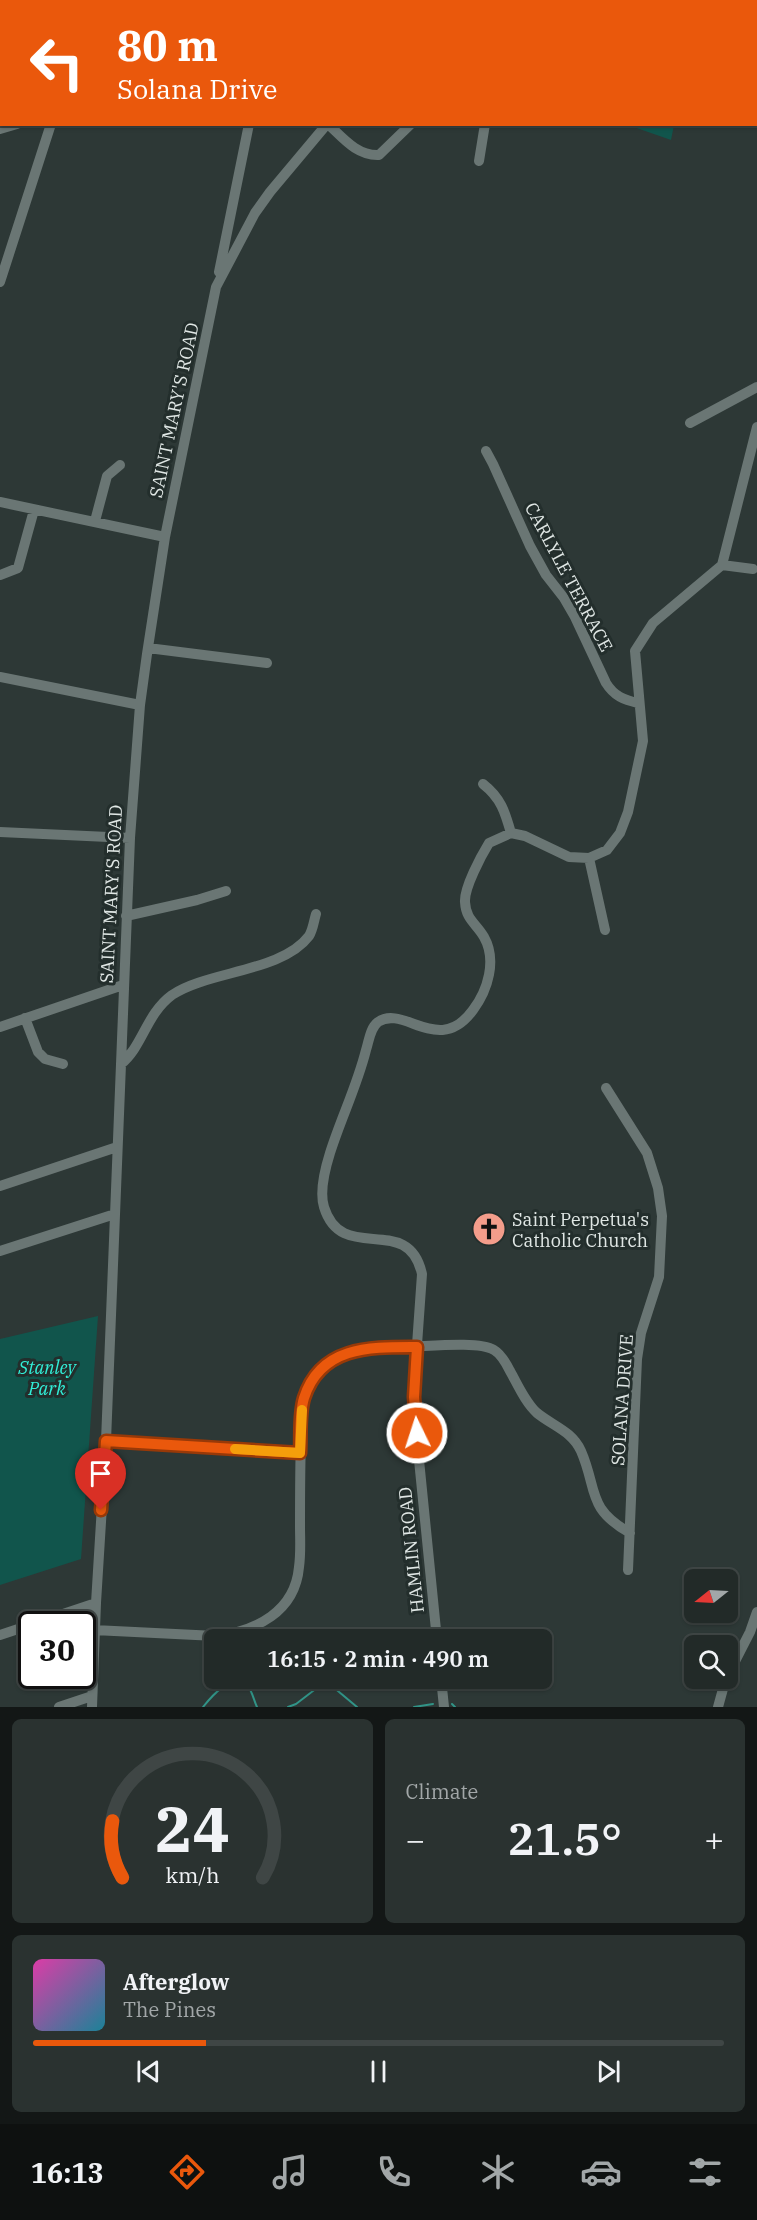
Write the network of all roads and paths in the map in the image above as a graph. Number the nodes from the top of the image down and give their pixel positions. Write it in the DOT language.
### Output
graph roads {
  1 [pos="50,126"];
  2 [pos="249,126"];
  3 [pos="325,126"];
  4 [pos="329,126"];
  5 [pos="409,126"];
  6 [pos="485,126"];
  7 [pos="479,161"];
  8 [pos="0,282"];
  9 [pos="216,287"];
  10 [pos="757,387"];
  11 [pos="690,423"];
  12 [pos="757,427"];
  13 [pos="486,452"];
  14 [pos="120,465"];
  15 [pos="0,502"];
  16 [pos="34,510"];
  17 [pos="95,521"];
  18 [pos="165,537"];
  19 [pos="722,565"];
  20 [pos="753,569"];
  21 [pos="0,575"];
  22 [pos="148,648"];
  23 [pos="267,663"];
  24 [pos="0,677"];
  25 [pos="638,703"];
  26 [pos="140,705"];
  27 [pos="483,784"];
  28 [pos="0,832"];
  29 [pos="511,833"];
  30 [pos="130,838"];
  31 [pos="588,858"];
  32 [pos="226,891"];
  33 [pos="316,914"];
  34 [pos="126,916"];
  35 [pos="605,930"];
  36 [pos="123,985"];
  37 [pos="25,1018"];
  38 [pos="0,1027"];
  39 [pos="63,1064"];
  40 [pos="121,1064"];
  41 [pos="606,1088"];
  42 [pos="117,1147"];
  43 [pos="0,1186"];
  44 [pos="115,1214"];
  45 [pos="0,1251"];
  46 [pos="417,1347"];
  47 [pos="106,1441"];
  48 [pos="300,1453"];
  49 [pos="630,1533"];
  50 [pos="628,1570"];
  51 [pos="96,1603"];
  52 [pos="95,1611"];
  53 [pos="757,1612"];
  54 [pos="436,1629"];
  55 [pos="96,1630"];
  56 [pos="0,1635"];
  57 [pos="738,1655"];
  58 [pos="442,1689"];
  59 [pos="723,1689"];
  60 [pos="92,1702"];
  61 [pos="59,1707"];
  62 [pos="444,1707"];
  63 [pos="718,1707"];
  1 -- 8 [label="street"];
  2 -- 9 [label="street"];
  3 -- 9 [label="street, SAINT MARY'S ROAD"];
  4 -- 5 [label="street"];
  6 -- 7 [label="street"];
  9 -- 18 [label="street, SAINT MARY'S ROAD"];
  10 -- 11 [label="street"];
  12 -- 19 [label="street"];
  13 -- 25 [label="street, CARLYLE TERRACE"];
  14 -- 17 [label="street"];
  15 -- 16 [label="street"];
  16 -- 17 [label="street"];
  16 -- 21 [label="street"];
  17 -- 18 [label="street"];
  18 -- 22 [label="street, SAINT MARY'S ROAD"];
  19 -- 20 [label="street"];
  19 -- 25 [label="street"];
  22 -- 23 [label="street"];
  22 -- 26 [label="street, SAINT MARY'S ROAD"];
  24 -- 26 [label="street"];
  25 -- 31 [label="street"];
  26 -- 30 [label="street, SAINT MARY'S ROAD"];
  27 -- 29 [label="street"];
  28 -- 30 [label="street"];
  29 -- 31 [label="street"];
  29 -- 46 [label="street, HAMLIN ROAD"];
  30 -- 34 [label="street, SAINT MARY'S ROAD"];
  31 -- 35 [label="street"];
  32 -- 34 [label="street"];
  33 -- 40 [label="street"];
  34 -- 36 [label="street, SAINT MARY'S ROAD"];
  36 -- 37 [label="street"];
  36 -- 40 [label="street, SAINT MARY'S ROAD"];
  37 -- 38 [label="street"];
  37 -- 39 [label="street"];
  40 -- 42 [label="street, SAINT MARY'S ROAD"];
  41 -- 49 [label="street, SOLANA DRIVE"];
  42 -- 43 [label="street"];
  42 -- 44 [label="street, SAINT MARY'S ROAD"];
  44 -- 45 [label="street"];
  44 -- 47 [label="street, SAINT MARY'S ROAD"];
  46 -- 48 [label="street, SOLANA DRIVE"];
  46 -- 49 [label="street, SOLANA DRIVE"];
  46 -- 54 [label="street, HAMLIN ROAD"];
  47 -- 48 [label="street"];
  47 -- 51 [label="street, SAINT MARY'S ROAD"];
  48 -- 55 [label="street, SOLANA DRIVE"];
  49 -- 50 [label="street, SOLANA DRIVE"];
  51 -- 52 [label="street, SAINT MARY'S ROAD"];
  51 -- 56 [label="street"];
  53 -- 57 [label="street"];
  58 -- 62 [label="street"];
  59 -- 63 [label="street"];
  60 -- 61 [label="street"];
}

**Problem details**
Search the listing above for the string "roads". Copy every line that contains it.

**Exercise result**
Write the network of all roads and paths in the map in the image above as a graph. Number the nodes from the top of the image down and give their pixel positions. Write it in the DOT language.
graph roads {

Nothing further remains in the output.